*Work instructions*: If a line in the data below contains "leave", copy it.

════════

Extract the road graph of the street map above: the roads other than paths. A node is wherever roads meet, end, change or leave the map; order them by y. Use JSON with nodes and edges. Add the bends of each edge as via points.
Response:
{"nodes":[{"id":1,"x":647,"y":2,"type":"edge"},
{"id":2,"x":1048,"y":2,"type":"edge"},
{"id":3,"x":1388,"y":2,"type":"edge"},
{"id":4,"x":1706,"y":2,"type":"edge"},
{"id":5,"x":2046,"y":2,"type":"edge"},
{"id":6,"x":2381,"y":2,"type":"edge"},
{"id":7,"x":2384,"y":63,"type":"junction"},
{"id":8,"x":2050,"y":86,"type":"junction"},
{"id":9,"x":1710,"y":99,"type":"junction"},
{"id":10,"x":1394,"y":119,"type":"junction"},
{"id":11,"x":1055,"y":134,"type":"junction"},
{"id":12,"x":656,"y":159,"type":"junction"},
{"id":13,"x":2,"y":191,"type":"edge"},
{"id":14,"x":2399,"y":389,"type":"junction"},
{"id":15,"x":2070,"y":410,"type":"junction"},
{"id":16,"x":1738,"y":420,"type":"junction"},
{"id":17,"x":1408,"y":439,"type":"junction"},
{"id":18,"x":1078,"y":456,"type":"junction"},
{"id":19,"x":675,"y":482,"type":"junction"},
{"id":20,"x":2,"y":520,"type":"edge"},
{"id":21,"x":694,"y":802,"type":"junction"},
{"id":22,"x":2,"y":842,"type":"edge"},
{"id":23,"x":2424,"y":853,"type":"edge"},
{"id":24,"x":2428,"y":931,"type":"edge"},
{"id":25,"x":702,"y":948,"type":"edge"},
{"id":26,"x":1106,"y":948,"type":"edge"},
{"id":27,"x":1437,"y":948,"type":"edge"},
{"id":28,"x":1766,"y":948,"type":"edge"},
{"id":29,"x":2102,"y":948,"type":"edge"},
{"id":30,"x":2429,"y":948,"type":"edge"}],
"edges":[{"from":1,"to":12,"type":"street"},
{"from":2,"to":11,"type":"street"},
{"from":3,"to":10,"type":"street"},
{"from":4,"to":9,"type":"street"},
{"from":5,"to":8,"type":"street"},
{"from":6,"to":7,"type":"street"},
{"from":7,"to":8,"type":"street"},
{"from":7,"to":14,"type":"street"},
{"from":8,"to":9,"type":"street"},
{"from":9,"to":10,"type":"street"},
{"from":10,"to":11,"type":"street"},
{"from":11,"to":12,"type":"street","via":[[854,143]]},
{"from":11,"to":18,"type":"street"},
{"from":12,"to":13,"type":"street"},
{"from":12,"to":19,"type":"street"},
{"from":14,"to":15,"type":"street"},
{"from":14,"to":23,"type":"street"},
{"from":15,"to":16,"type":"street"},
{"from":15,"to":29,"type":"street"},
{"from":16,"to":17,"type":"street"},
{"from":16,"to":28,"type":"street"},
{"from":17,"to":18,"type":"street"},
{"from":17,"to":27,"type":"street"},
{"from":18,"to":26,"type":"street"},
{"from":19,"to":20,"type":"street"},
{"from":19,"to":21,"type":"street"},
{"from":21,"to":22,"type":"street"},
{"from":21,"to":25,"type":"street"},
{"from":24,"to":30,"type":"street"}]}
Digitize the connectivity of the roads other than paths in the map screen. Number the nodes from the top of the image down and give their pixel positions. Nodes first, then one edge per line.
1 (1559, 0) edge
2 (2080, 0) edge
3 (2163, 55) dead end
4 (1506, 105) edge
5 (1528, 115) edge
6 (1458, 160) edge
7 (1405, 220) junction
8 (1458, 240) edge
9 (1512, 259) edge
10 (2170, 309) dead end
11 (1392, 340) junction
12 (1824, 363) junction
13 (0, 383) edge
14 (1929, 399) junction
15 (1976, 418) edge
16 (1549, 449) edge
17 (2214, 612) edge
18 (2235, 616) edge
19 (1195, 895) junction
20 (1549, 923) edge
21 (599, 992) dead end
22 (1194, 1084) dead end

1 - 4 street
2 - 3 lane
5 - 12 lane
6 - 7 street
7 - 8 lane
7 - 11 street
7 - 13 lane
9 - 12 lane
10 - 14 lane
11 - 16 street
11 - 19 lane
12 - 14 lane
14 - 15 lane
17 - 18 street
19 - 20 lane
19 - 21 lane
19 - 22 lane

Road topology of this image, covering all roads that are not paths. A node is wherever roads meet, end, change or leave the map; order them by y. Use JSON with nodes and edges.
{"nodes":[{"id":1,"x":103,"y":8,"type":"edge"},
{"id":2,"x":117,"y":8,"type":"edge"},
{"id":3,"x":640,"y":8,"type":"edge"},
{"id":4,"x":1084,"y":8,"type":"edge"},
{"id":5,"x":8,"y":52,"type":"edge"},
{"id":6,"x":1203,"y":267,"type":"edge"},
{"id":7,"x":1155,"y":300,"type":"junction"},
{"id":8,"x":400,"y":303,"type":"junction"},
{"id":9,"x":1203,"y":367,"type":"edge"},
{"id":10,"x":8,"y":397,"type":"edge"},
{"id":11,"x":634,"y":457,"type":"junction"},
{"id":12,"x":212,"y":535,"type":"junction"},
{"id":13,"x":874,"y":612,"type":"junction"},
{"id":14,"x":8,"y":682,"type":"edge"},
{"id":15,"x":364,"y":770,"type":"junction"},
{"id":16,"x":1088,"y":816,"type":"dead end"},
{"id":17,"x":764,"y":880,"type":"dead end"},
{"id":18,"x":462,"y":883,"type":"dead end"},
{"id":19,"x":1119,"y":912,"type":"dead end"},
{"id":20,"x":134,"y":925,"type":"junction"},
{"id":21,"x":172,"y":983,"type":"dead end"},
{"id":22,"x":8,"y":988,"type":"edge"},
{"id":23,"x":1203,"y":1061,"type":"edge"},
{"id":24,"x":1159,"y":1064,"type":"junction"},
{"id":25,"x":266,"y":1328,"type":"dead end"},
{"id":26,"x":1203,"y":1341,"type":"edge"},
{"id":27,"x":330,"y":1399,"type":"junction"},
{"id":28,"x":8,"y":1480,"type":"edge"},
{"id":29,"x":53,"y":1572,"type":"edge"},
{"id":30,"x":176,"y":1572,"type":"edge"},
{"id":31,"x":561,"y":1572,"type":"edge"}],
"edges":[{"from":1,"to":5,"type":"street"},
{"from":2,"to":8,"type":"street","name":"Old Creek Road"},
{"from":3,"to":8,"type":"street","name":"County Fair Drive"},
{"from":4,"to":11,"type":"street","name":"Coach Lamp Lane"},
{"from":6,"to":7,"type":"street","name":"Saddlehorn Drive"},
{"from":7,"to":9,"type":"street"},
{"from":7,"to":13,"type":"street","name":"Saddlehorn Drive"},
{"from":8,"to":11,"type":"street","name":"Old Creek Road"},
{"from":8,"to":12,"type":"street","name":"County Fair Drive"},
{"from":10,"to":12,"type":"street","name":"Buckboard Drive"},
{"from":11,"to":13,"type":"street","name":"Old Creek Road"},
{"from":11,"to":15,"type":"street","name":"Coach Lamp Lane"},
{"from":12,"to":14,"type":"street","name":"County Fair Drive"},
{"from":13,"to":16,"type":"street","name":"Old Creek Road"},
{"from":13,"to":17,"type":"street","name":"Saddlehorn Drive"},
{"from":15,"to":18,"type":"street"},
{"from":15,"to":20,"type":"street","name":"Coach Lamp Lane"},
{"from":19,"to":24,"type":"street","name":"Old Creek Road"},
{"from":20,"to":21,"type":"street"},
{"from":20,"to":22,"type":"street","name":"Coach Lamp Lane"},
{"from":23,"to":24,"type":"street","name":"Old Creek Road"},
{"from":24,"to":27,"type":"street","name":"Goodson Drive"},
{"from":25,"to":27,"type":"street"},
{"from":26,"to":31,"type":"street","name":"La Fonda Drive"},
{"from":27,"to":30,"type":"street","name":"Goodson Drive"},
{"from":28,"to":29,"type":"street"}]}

════════

*Result*:
Extract the road graph of the street map above: the roads other than paths. A node is wherever roads meet, end, change or leave the map; order them by y. Use JSON with nodes and edges. Add the bends of each edge as via points.
Road topology of this image, covering all roads that are not paths. A node is wherever roads meet, end, change or leave the map; order them by y. Use JSON with nodes and edges.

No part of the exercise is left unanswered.